Setelah Anjeli keluar dari ruangan itu, Aksa mendaratkan bongkongnya di atas sofa yang terdapat pada sudut ruangan bernuansa putih itu, kini pandangannya tertuju pada gadis yang tekujur lemah di atas bangkar rumah sakit.
***
Bumi menghela nafasnya gusar di saat mengamati rekaman CCTV pasca kejadian Adel yang sudah di tabrak oleh sosok misterius. Kedua matanya membulat sempurna di kala melihat cuplikan video di saat Adel terpelanting cukup keras pada aspal. Pemuda itu bermata elang itu seketika, kini tersulut emosi.

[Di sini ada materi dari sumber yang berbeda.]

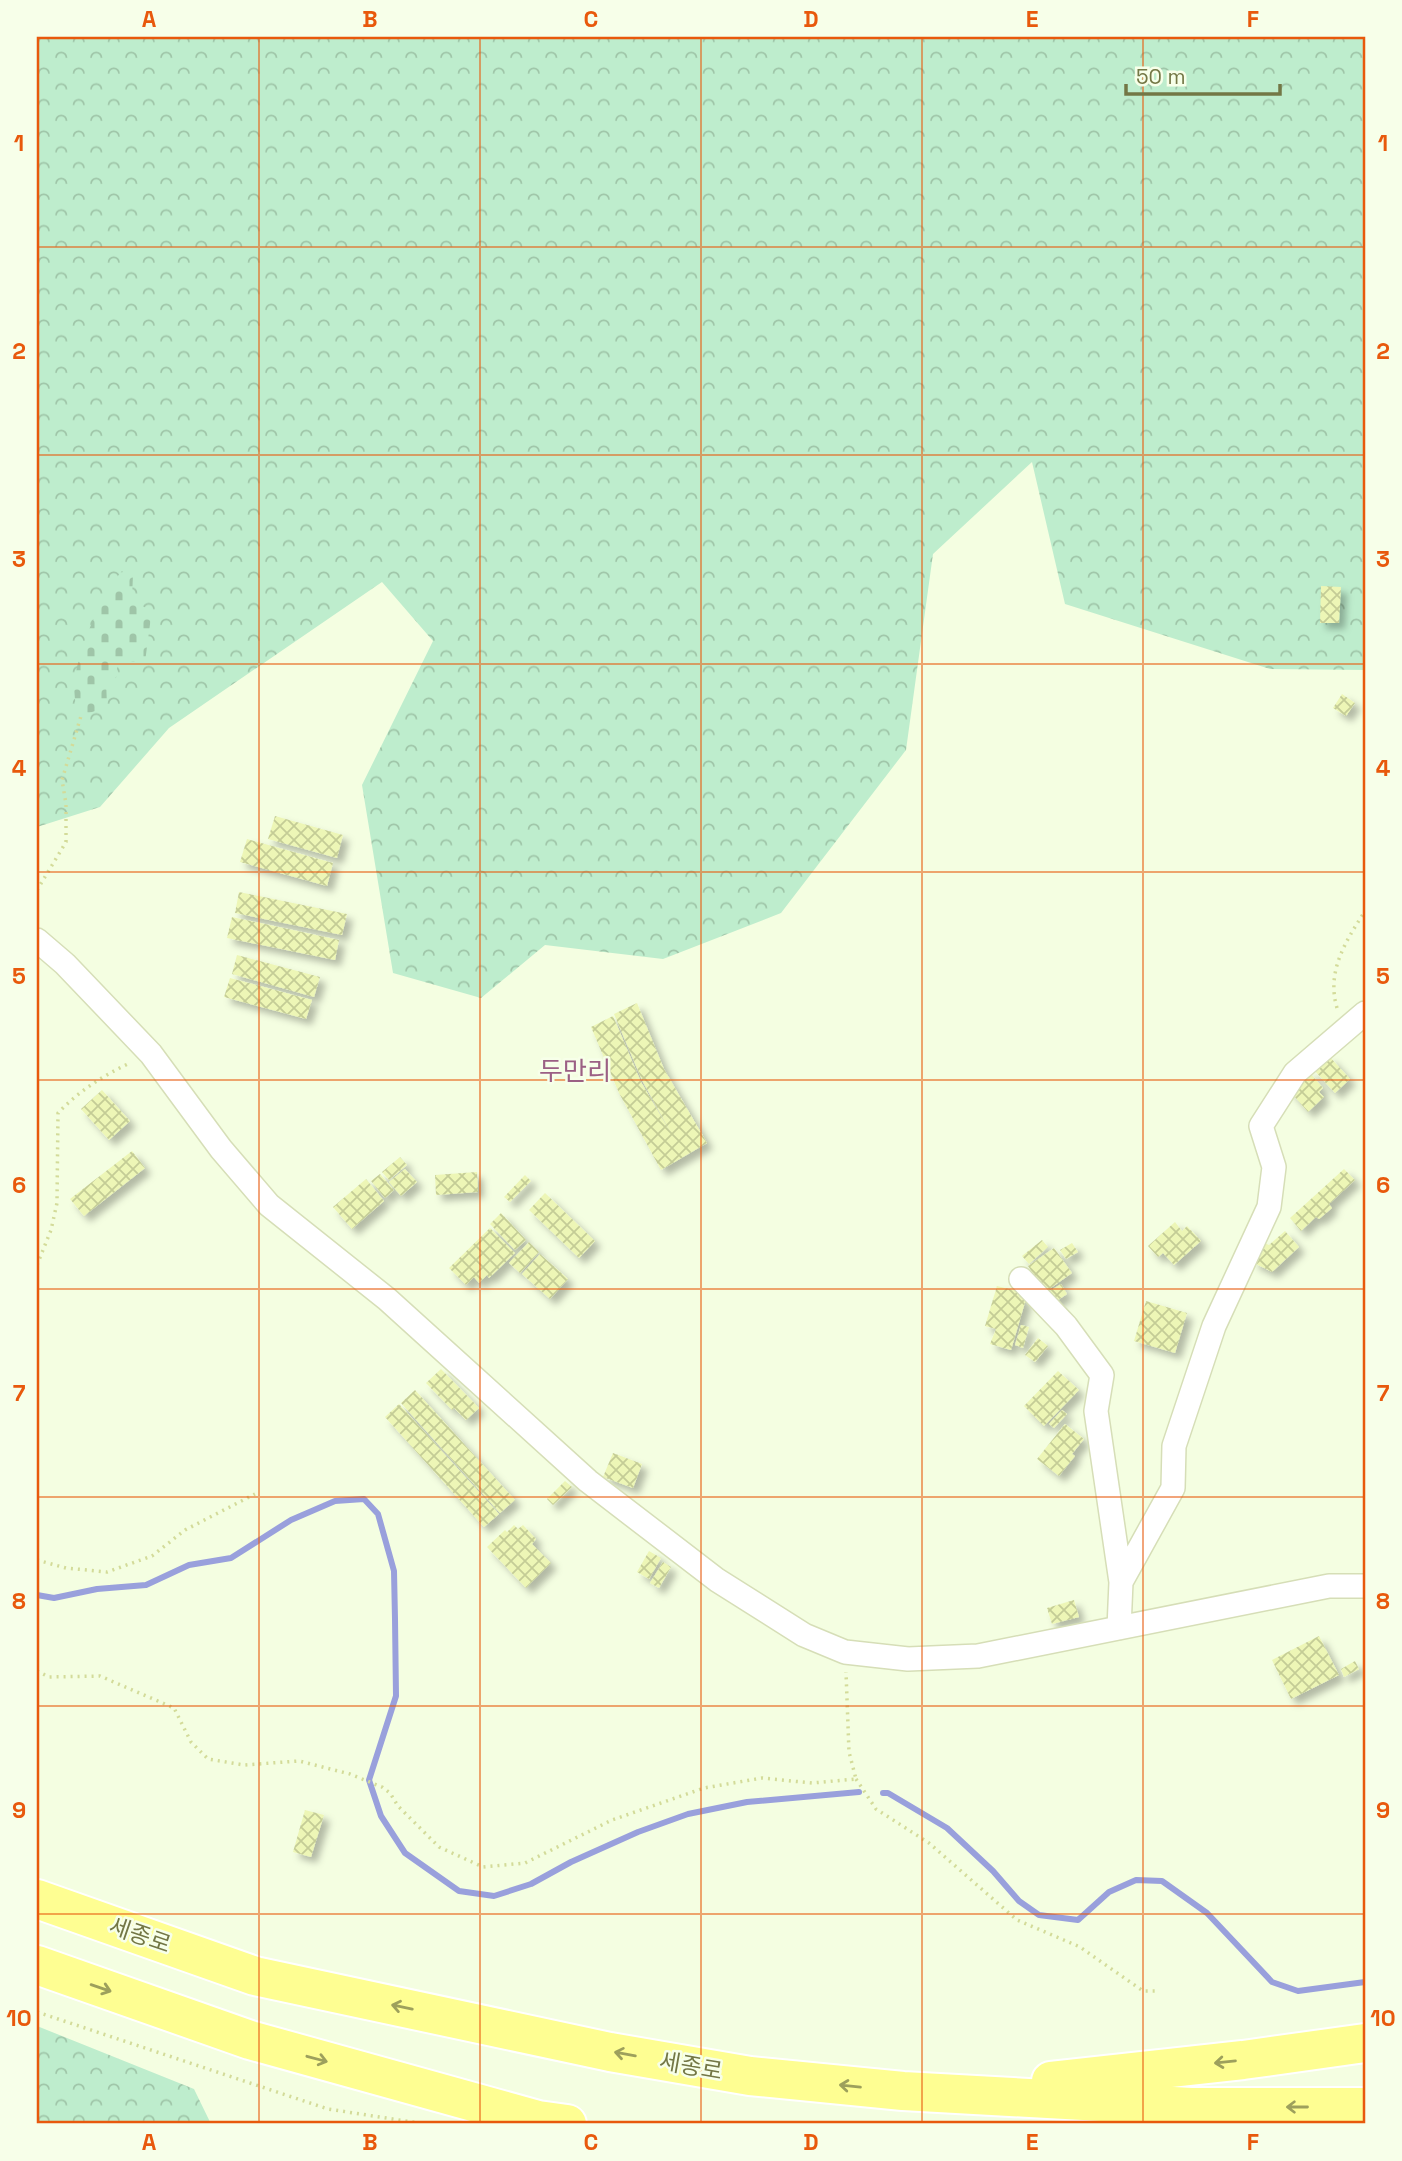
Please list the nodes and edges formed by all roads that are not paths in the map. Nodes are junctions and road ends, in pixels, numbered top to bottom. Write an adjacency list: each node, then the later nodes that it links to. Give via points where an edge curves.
1 (37, 940): 6 (street, via 150,1054 269,1205 387,1298 588,1481 717,1580 804,1635 845,1652 908,1659 978,1656)
2 (1365, 1013): 4 (street, via 1294,1073 1261,1126 1274,1167 1269,1207 1214,1326 1174,1446 1173,1488)
3 (1021, 1279): 4 (street, via 1066,1326 1102,1375 1096,1411)
4 (1121, 1582): 6 (street)
5 (1365, 1586): 6 (street, via 1329,1586)
6 (1119, 1628)
7 (37, 1899): 10 (highway, 세종로, one-way to 7, via 750,2076 610,2052 255,1976)
8 (37, 1965): 12 (highway, one-way to 12, via 250,2040 538,2120)
9 (1365, 2043): 10 (highway, one-way to 10, via 1042,2082)
10 (903, 2091): 11 (highway, 세종로, one-way to 10, via 1191,2107)
11 (1365, 2107)
12 (567, 2124)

"Tunggu pembalasan gue!" geram Bumi.
Bumi tersenyum semrik setelah menemukan plat mobil pelaku penabrakan tersebut, dirinya pun menyuruh beberapa orang suruhannya untuk melacak plat mobil sekaligus mengecek seluruh rekaman kamera CCTV di setiap sudut kota.
Hampir menunggu waktu 20 menit, cowok itu tersentak di kala ponselnya berdering, ia pun merogoh saku celana kanannya lalu mengeluarkan benda pipih itu.
[Halo Bos, Kami sudah menemukan mobil pelaku, sesuai dengan nomor platnya.]
[Bagus, sekarang kalian ada di mana?"] tanya Bumi.
[Kami ada di jalan merpati gang 117 bos.]
[Baiklah, saya kesana sekarang.]
Dirinya pun lansung melajukan mobil sedan putihnya menuju keberadaan pelaku penabrakan itu, setelah menempuh perjalanan hampir 40 menit, akhirnya ia pun sampai ke tempat tujuan dengan selamat.
Baru saja Bumi membuka kaca mobilnya terlihat seseorang yang sangat mencurigakan, bagaimana tidak dari penampilan nya saja sudah patut di curigai. Memakai jaket hitam, celana jeans lengkap dengan topi dan masker yang menutupi sebagian wajahnya.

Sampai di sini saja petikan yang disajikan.